◆ **Work instructions**
Word for word, restate the records that come next, omitting the images.

######

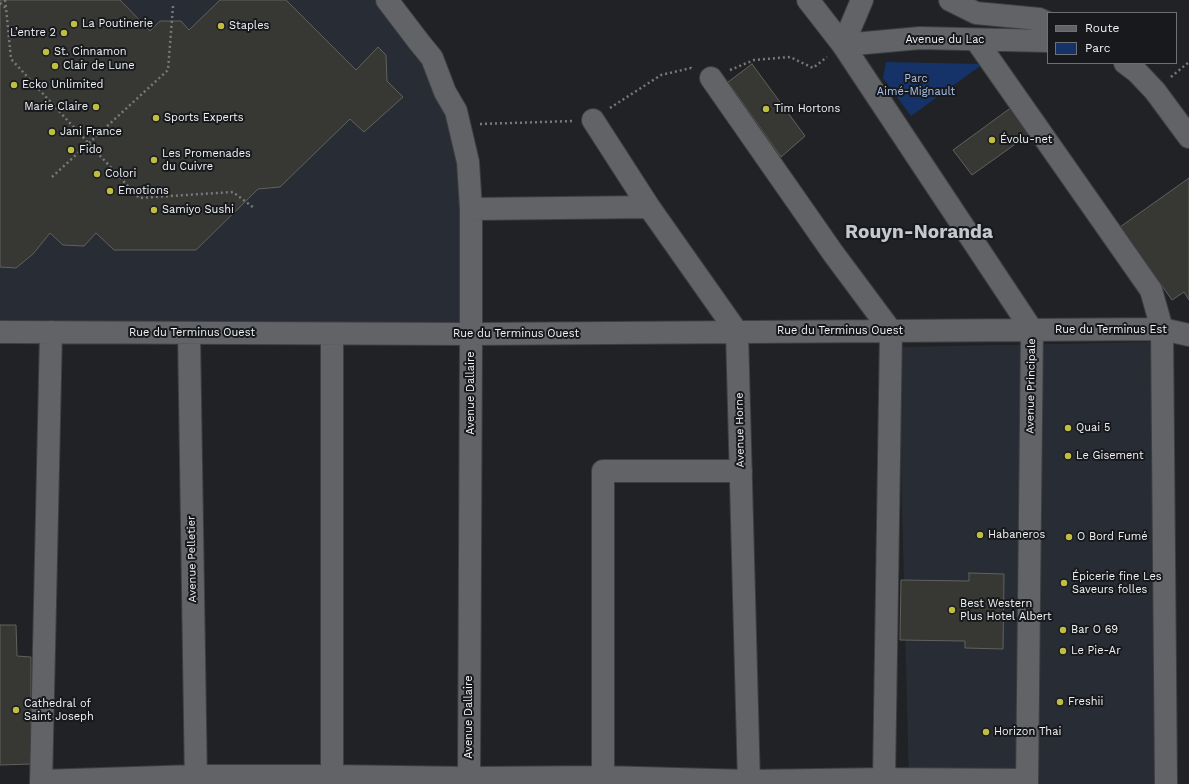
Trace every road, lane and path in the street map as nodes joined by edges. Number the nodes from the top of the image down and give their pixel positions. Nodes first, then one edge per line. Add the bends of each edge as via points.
1 (6, 0) edge
2 (388, 0) edge
3 (808, 0) edge
4 (862, 0) edge
5 (950, 0) edge
6 (0, 2) edge
7 (173, 6) dead end
8 (6, 8) junction
9 (1047, 23) edge
10 (976, 40) junction
11 (1047, 41) edge
12 (843, 46) junction
13 (1126, 64) edge
14 (710, 78) joint
15 (593, 120) dead end
16 (1189, 137) edge
17 (88, 143) junction
18 (52, 177) dead end
19 (649, 207) junction
20 (254, 208) dead end
21 (471, 209) junction
22 (1189, 323) edge
23 (1162, 329) junction
24 (1032, 330) junction
25 (891, 331) junction
26 (0, 332) edge
27 (51, 332) junction
28 (738, 332) junction
29 (189, 333) junction
30 (332, 334) junction
31 (471, 334) junction
32 (1189, 335) edge
33 (741, 471) junction
34 (332, 776) junction
35 (603, 777) junction
36 (884, 779) junction
37 (196, 780) edge
38 (469, 781) edge
39 (1027, 782) edge
40 (41, 783) edge
41 (749, 783) edge
42 (1166, 784) edge

1 - 8 path
2 - 21 street, Avenue Dallaire via 432,58 445,92 456,111 468,162
3 - 12 street, Avenue Principale
4 - 12 street
5 - 9 street via 976,12 1039,19
6 - 8 path
7 - 17 path via 168,70
8 - 17 path via 11,59
10 - 11 street, Avenue du Lac
10 - 12 street, Avenue du Lac via 920,38
10 - 23 street via 1151,290
12 - 14 path via 813,68 790,57 754,60
12 - 24 street, Avenue Principale
13 - 16 street via 1155,91
14 - 25 street
15 - 19 street
17 - 18 path
17 - 20 path via 139,198 233,192
19 - 21 street
19 - 28 street
21 - 31 street, Avenue Dallaire
22 - 23 street
23 - 24 street, Rue du Terminus Est
23 - 32 street, Rue du Terminus Est
23 - 42 street
24 - 25 street, Rue du Terminus Ouest
24 - 39 street, Avenue Principale
25 - 28 street, Rue du Terminus Ouest
25 - 36 street
26 - 27 street, Rue du Terminus Ouest
27 - 29 street, Rue du Terminus Ouest
27 - 40 street
28 - 31 street, Rue du Terminus Ouest
28 - 33 street, Avenue Horne
29 - 30 street, Rue du Terminus Ouest
29 - 37 street, Avenue Pelletier
30 - 31 street, Rue du Terminus Ouest
30 - 34 street
31 - 38 street, Avenue Dallaire
33 - 35 street via 603,471
33 - 41 street, Avenue Horne
34 - 37 street
34 - 38 street
35 - 38 street
35 - 41 street
36 - 39 street
36 - 41 street
37 - 40 street

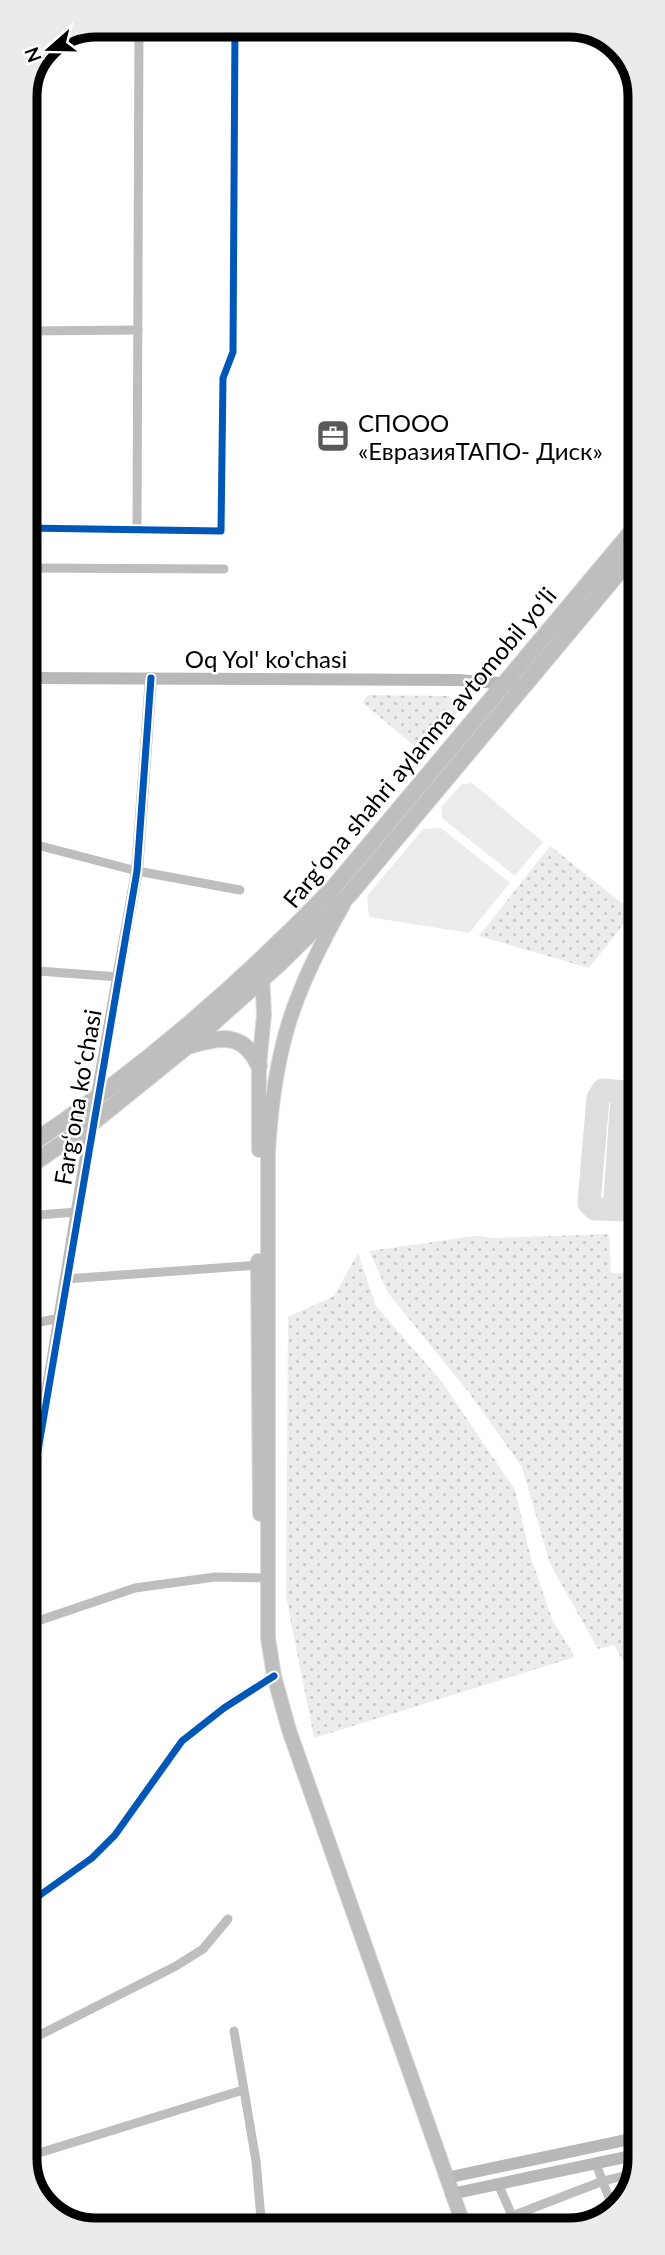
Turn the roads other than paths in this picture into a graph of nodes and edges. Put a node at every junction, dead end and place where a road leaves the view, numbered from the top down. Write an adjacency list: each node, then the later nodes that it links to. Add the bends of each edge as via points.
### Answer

######

◆ **Result below**
Trace every road, lane and path in the street map as nodes joined by edges. Number the nodes from the top of the image down and give their pixel positions. Nodes first, then one edge per line. Add the bends of each edge as via points.
1 (6, 0) edge
2 (388, 0) edge
3 (808, 0) edge
4 (862, 0) edge
5 (950, 0) edge
6 (0, 2) edge
7 (173, 6) dead end
8 (6, 8) junction
9 (1047, 23) edge
10 (976, 40) junction
11 (1047, 41) edge
12 (843, 46) junction
13 (1126, 64) edge
14 (710, 78) joint
15 (593, 120) dead end
16 (1189, 137) edge
17 (88, 143) junction
18 (52, 177) dead end
19 (649, 207) junction
20 (254, 208) dead end
21 (471, 209) junction
22 (1189, 323) edge
23 (1162, 329) junction
24 (1032, 330) junction
25 (891, 331) junction
26 (0, 332) edge
27 (51, 332) junction
28 (738, 332) junction
29 (189, 333) junction
30 (332, 334) junction
31 (471, 334) junction
32 (1189, 335) edge
33 (741, 471) junction
34 (332, 776) junction
35 (603, 777) junction
36 (884, 779) junction
37 (196, 780) edge
38 (469, 781) edge
39 (1027, 782) edge
40 (41, 783) edge
41 (749, 783) edge
42 (1166, 784) edge

1 - 8 path
2 - 21 street, Avenue Dallaire via 432,58 445,92 456,111 468,162
3 - 12 street, Avenue Principale
4 - 12 street
5 - 9 street via 976,12 1039,19
6 - 8 path
7 - 17 path via 168,70
8 - 17 path via 11,59
10 - 11 street, Avenue du Lac
10 - 12 street, Avenue du Lac via 920,38
10 - 23 street via 1151,290
12 - 14 path via 813,68 790,57 754,60
12 - 24 street, Avenue Principale
13 - 16 street via 1155,91
14 - 25 street
15 - 19 street
17 - 18 path
17 - 20 path via 139,198 233,192
19 - 21 street
19 - 28 street
21 - 31 street, Avenue Dallaire
22 - 23 street
23 - 24 street, Rue du Terminus Est
23 - 32 street, Rue du Terminus Est
23 - 42 street
24 - 25 street, Rue du Terminus Ouest
24 - 39 street, Avenue Principale
25 - 28 street, Rue du Terminus Ouest
25 - 36 street
26 - 27 street, Rue du Terminus Ouest
27 - 29 street, Rue du Terminus Ouest
27 - 40 street
28 - 31 street, Rue du Terminus Ouest
28 - 33 street, Avenue Horne
29 - 30 street, Rue du Terminus Ouest
29 - 37 street, Avenue Pelletier
30 - 31 street, Rue du Terminus Ouest
30 - 34 street
31 - 38 street, Avenue Dallaire
33 - 35 street via 603,471
33 - 41 street, Avenue Horne
34 - 37 street
34 - 38 street
35 - 38 street
35 - 41 street
36 - 39 street
36 - 41 street
37 - 40 street

Turn the roads other than paths in this picture into a graph of nodes and edges. Put a node at every junction, dead end and place where a road leaves the view, numbered from the top down. Write an adjacency list: each node, then the later nodes that it links to. Add the bends of each edge as via points.
### Answer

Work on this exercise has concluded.